• [RECORDS FOR THIS EXERCISE]
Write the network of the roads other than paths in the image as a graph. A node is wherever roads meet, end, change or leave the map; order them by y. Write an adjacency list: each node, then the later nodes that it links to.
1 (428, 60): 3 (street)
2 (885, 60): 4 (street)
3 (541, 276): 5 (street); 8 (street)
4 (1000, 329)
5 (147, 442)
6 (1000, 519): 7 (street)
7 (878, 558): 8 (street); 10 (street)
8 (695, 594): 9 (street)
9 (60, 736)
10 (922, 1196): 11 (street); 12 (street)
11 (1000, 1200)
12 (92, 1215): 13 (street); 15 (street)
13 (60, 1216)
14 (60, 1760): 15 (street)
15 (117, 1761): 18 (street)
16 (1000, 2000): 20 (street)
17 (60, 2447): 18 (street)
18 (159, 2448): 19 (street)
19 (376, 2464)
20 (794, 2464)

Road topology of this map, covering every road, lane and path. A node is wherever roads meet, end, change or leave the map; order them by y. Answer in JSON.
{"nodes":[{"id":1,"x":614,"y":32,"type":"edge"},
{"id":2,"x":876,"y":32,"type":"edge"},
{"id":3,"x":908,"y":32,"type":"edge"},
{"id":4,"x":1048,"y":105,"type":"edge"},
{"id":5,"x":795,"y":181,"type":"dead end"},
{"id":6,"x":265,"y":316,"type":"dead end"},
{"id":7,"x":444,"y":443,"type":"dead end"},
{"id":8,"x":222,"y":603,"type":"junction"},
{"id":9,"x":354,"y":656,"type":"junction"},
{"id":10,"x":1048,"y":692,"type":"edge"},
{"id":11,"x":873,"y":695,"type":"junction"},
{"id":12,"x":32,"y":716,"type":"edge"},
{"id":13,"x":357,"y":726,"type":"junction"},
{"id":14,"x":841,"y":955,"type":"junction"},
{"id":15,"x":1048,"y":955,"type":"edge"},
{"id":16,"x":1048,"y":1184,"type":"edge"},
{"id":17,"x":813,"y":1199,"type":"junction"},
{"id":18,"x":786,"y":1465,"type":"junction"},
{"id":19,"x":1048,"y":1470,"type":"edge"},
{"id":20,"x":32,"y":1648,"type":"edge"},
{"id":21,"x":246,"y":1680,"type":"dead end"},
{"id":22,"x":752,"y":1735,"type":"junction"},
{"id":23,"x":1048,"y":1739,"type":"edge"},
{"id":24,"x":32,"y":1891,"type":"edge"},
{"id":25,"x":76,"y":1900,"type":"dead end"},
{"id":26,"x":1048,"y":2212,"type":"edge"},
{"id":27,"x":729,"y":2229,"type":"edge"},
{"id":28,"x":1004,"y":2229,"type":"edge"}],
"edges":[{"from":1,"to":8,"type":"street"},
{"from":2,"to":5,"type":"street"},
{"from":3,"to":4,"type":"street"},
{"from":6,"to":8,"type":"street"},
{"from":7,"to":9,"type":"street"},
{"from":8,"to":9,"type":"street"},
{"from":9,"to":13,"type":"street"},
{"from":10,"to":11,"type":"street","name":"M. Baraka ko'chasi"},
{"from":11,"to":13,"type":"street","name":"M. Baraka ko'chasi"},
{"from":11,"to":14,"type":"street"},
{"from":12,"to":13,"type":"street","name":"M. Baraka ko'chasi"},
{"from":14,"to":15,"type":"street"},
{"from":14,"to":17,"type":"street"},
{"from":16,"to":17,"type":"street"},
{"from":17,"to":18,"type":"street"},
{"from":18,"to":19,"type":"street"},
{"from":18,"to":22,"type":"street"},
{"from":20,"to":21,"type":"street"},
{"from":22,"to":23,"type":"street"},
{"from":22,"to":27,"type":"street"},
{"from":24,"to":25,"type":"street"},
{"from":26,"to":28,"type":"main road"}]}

• [YOUR TASK] Restate the material exactly as given.

• [SOLUTION TO THIS TASK]
Write the network of the roads other than paths in the image as a graph. A node is wherever roads meet, end, change or leave the map; order them by y. Write an adjacency list: each node, then the later nodes that it links to.
1 (428, 60): 3 (street)
2 (885, 60): 4 (street)
3 (541, 276): 5 (street); 8 (street)
4 (1000, 329)
5 (147, 442)
6 (1000, 519): 7 (street)
7 (878, 558): 8 (street); 10 (street)
8 (695, 594): 9 (street)
9 (60, 736)
10 (922, 1196): 11 (street); 12 (street)
11 (1000, 1200)
12 (92, 1215): 13 (street); 15 (street)
13 (60, 1216)
14 (60, 1760): 15 (street)
15 (117, 1761): 18 (street)
16 (1000, 2000): 20 (street)
17 (60, 2447): 18 (street)
18 (159, 2448): 19 (street)
19 (376, 2464)
20 (794, 2464)

Road topology of this map, covering every road, lane and path. A node is wherever roads meet, end, change or leave the map; order them by y. Answer in JSON.
{"nodes":[{"id":1,"x":614,"y":32,"type":"edge"},
{"id":2,"x":876,"y":32,"type":"edge"},
{"id":3,"x":908,"y":32,"type":"edge"},
{"id":4,"x":1048,"y":105,"type":"edge"},
{"id":5,"x":795,"y":181,"type":"dead end"},
{"id":6,"x":265,"y":316,"type":"dead end"},
{"id":7,"x":444,"y":443,"type":"dead end"},
{"id":8,"x":222,"y":603,"type":"junction"},
{"id":9,"x":354,"y":656,"type":"junction"},
{"id":10,"x":1048,"y":692,"type":"edge"},
{"id":11,"x":873,"y":695,"type":"junction"},
{"id":12,"x":32,"y":716,"type":"edge"},
{"id":13,"x":357,"y":726,"type":"junction"},
{"id":14,"x":841,"y":955,"type":"junction"},
{"id":15,"x":1048,"y":955,"type":"edge"},
{"id":16,"x":1048,"y":1184,"type":"edge"},
{"id":17,"x":813,"y":1199,"type":"junction"},
{"id":18,"x":786,"y":1465,"type":"junction"},
{"id":19,"x":1048,"y":1470,"type":"edge"},
{"id":20,"x":32,"y":1648,"type":"edge"},
{"id":21,"x":246,"y":1680,"type":"dead end"},
{"id":22,"x":752,"y":1735,"type":"junction"},
{"id":23,"x":1048,"y":1739,"type":"edge"},
{"id":24,"x":32,"y":1891,"type":"edge"},
{"id":25,"x":76,"y":1900,"type":"dead end"},
{"id":26,"x":1048,"y":2212,"type":"edge"},
{"id":27,"x":729,"y":2229,"type":"edge"},
{"id":28,"x":1004,"y":2229,"type":"edge"}],
"edges":[{"from":1,"to":8,"type":"street"},
{"from":2,"to":5,"type":"street"},
{"from":3,"to":4,"type":"street"},
{"from":6,"to":8,"type":"street"},
{"from":7,"to":9,"type":"street"},
{"from":8,"to":9,"type":"street"},
{"from":9,"to":13,"type":"street"},
{"from":10,"to":11,"type":"street","name":"M. Baraka ko'chasi"},
{"from":11,"to":13,"type":"street","name":"M. Baraka ko'chasi"},
{"from":11,"to":14,"type":"street"},
{"from":12,"to":13,"type":"street","name":"M. Baraka ko'chasi"},
{"from":14,"to":15,"type":"street"},
{"from":14,"to":17,"type":"street"},
{"from":16,"to":17,"type":"street"},
{"from":17,"to":18,"type":"street"},
{"from":18,"to":19,"type":"street"},
{"from":18,"to":22,"type":"street"},
{"from":20,"to":21,"type":"street"},
{"from":22,"to":23,"type":"street"},
{"from":22,"to":27,"type":"street"},
{"from":24,"to":25,"type":"street"},
{"from":26,"to":28,"type":"main road"}]}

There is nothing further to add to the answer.